> **DATA SUPPLIED**:
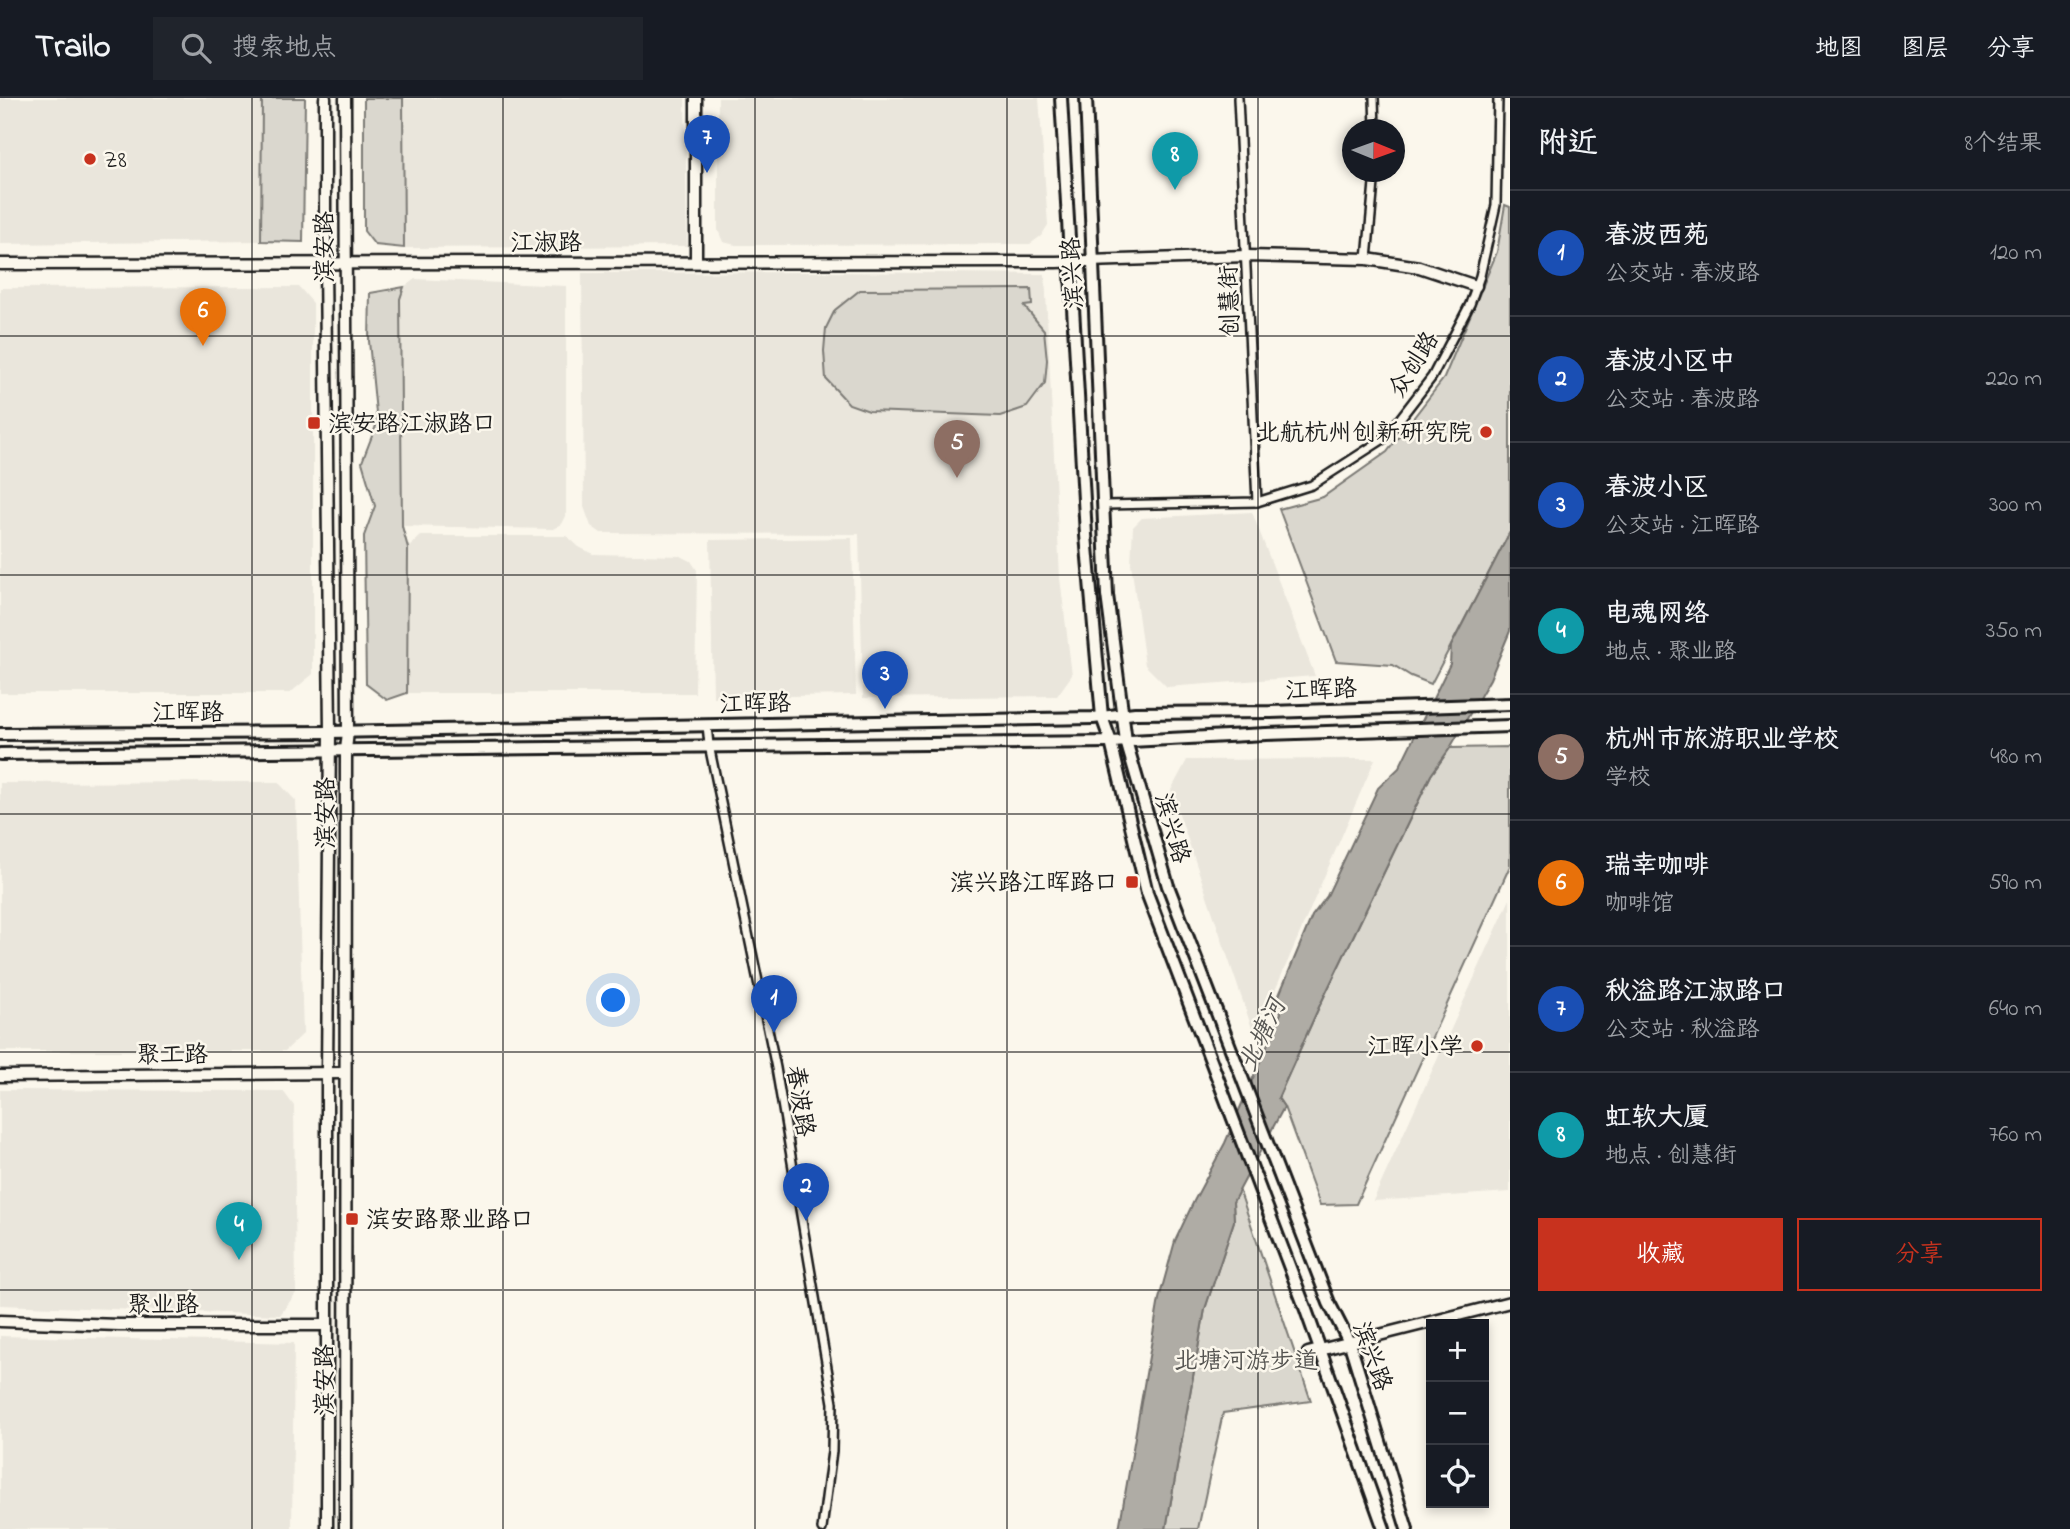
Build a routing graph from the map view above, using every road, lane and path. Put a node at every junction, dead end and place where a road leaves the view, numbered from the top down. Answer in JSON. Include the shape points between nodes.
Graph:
{"nodes":[{"id":1,"x":326,"y":98,"type":"edge"},
{"id":2,"x":345,"y":98,"type":"edge"},
{"id":3,"x":696,"y":98,"type":"edge"},
{"id":4,"x":1062,"y":98,"type":"edge"},
{"id":5,"x":1086,"y":98,"type":"edge"},
{"id":6,"x":1238,"y":98,"type":"edge"},
{"id":7,"x":1374,"y":98,"type":"edge"},
{"id":8,"x":1498,"y":98,"type":"edge"},
{"id":9,"x":1375,"y":119,"type":"edge"},
{"id":10,"x":1374,"y":182,"type":"edge"},
{"id":11,"x":1247,"y":256,"type":"junction"},
{"id":12,"x":1092,"y":259,"type":"junction"},
{"id":13,"x":1367,"y":259,"type":"junction"},
{"id":14,"x":1069,"y":261,"type":"junction"},
{"id":15,"x":345,"y":262,"type":"junction"},
{"id":16,"x":696,"y":262,"type":"junction"},
{"id":17,"x":0,"y":264,"type":"edge"},
{"id":18,"x":325,"y":264,"type":"junction"},
{"id":19,"x":1476,"y":286,"type":"junction"},
{"id":20,"x":1257,"y":502,"type":"junction"},
{"id":21,"x":1104,"y":505,"type":"junction"},
{"id":22,"x":1510,"y":704,"type":"edge"},
{"id":23,"x":1123,"y":715,"type":"junction"},
{"id":24,"x":1102,"y":717,"type":"junction"},
{"id":25,"x":707,"y":725,"type":"junction"},
{"id":26,"x":1510,"y":726,"type":"edge"},
{"id":27,"x":330,"y":732,"type":"junction"},
{"id":28,"x":348,"y":732,"type":"junction"},
{"id":29,"x":0,"y":734,"type":"edge"},
{"id":30,"x":1126,"y":741,"type":"junction"},
{"id":31,"x":1111,"y":742,"type":"junction"},
{"id":32,"x":709,"y":745,"type":"junction"},
{"id":33,"x":346,"y":750,"type":"junction"},
{"id":34,"x":328,"y":752,"type":"junction"},
{"id":35,"x":0,"y":754,"type":"edge"},
{"id":36,"x":345,"y":1073,"type":"junction"},
{"id":37,"x":327,"y":1074,"type":"junction"},
{"id":38,"x":0,"y":1076,"type":"edge"},
{"id":39,"x":1510,"y":1302,"type":"edge"},
{"id":40,"x":0,"y":1321,"type":"edge"},
{"id":41,"x":326,"y":1325,"type":"junction"},
{"id":42,"x":1350,"y":1344,"type":"junction"},
{"id":43,"x":1320,"y":1350,"type":"junction"},
{"id":44,"x":1308,"y":1353,"type":"dead end"},
{"id":45,"x":327,"y":1529,"type":"edge"},
{"id":46,"x":345,"y":1529,"type":"edge"},
{"id":47,"x":822,"y":1529,"type":"edge"},
{"id":48,"x":1384,"y":1529,"type":"edge"},
{"id":49,"x":1406,"y":1529,"type":"edge"}],
"edges":[{"from":1,"to":18,"type":"main road","name":"滨安路"},
{"from":2,"to":15,"type":"main road","name":"滨安路"},
{"from":3,"to":16,"type":"main road"},
{"from":4,"to":14,"type":"main road","name":"滨兴路"},
{"from":5,"to":12,"type":"main road","name":"滨兴路"},
{"from":6,"to":11,"type":"street","name":"创慧街"},
{"from":7,"to":9,"type":"street"},
{"from":8,"to":19,"type":"street","name":"众创路","via":[[1496,205]]},
{"from":10,"to":13,"type":"street"},
{"from":11,"to":12,"type":"main road","name":"江淑路"},
{"from":11,"to":13,"type":"main road","name":"江淑路"},
{"from":11,"to":20,"type":"street","name":"创慧街"},
{"from":12,"to":14,"type":"main road","name":"江淑路"},
{"from":12,"to":21,"type":"main road","name":"滨兴路"},
{"from":13,"to":19,"type":"main road","name":"江淑路","via":[[1419,267]]},
{"from":14,"to":16,"type":"main road","name":"江淑路"},
{"from":14,"to":24,"type":"main road","name":"滨兴路"},
{"from":15,"to":16,"type":"main road","name":"江淑路"},
{"from":15,"to":18,"type":"main road","name":"江淑路"},
{"from":15,"to":28,"type":"main road","name":"滨安路"},
{"from":17,"to":18,"type":"main road","name":"江淑路"},
{"from":18,"to":27,"type":"main road","name":"滨安路"},
{"from":19,"to":20,"type":"street","name":"众创路","via":[[1433,377],[1385,438],[1312,485]]},
{"from":20,"to":21,"type":"street","name":"众创路"},
{"from":21,"to":23,"type":"main road","name":"滨兴路","via":[[1107,595]]},
{"from":22,"to":23,"type":"main road","name":"江晖路"},
{"from":23,"to":24,"type":"main road","name":"江晖路"},
{"from":23,"to":30,"type":"main road","name":"滨兴路"},
{"from":24,"to":25,"type":"main road","name":"江晖路"},
{"from":24,"to":31,"type":"main road","name":"滨兴路"},
{"from":25,"to":28,"type":"main road","name":"江晖路"},
{"from":25,"to":32,"type":"street","name":"春波路"},
{"from":26,"to":30,"type":"main road","name":"江晖路"},
{"from":27,"to":28,"type":"main road","name":"江晖路"},
{"from":27,"to":29,"type":"main road","name":"江晖路"},
{"from":27,"to":34,"type":"main road","name":"滨安路"},
{"from":28,"to":33,"type":"main road","name":"滨安路"},
{"from":30,"to":31,"type":"main road","name":"江晖路"},
{"from":30,"to":42,"type":"main road","name":"滨兴路","via":[[1168,886],[1329,1303]]},
{"from":31,"to":32,"type":"main road","name":"江晖路"},
{"from":31,"to":43,"type":"main road","name":"滨兴路","via":[[1147,894]]},
{"from":32,"to":33,"type":"main road","name":"江晖路"},
{"from":32,"to":47,"type":"street","name":"春波路","via":[[776,1068],[833,1403]]},
{"from":33,"to":34,"type":"main road","name":"江晖路"},
{"from":33,"to":36,"type":"main road","name":"滨安路"},
{"from":34,"to":35,"type":"main road","name":"江晖路"},
{"from":34,"to":37,"type":"main road","name":"滨安路"},
{"from":36,"to":37,"type":"main road","name":"聚工路"},
{"from":36,"to":46,"type":"main road","name":"滨安路"},
{"from":37,"to":38,"type":"main road","name":"聚工路"},
{"from":37,"to":41,"type":"main road","name":"滨安路"},
{"from":39,"to":42,"type":"main road"},
{"from":40,"to":41,"type":"main road","name":"聚业路"},
{"from":41,"to":45,"type":"main road","name":"滨安路"},
{"from":42,"to":43,"type":"main road"},
{"from":42,"to":49,"type":"main road","name":"滨兴路"},
{"from":43,"to":44,"type":"main road"},
{"from":43,"to":48,"type":"main road","name":"滨兴路"}]}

> **WORK ORDER**: Copy each line holding "nodes" from the material above.

> **EXERCISE RESULT**:
Build a routing graph from the map view above, using every road, lane and path. Put a node at every junction, dead end and place where a road leaves the view, numbered from the top down. Answer in JSON. Include the shape points between nodes.
{"nodes":[{"id":1,"x":326,"y":98,"type":"edge"},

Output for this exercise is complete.